Work instruction: Each line in the entries below that holds the string "JSON" must be copied.

Excerpted records:

>>

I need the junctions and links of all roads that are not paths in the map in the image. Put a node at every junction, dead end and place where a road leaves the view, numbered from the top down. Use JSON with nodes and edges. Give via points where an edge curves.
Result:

<<
>>

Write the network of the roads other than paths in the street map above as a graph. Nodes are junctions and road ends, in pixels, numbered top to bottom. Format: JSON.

<<

Result for this exercise:
I need the junctions and links of all roads that are not paths in the map in the image. Put a node at every junction, dead end and place where a road leaves the view, numbered from the top down. Use JSON with nodes and edges. Give via points where an edge curves.
Write the network of the roads other than paths in the street map above as a graph. Nodes are junctions and road ends, in pixels, numbered top to bottom. Format: JSON.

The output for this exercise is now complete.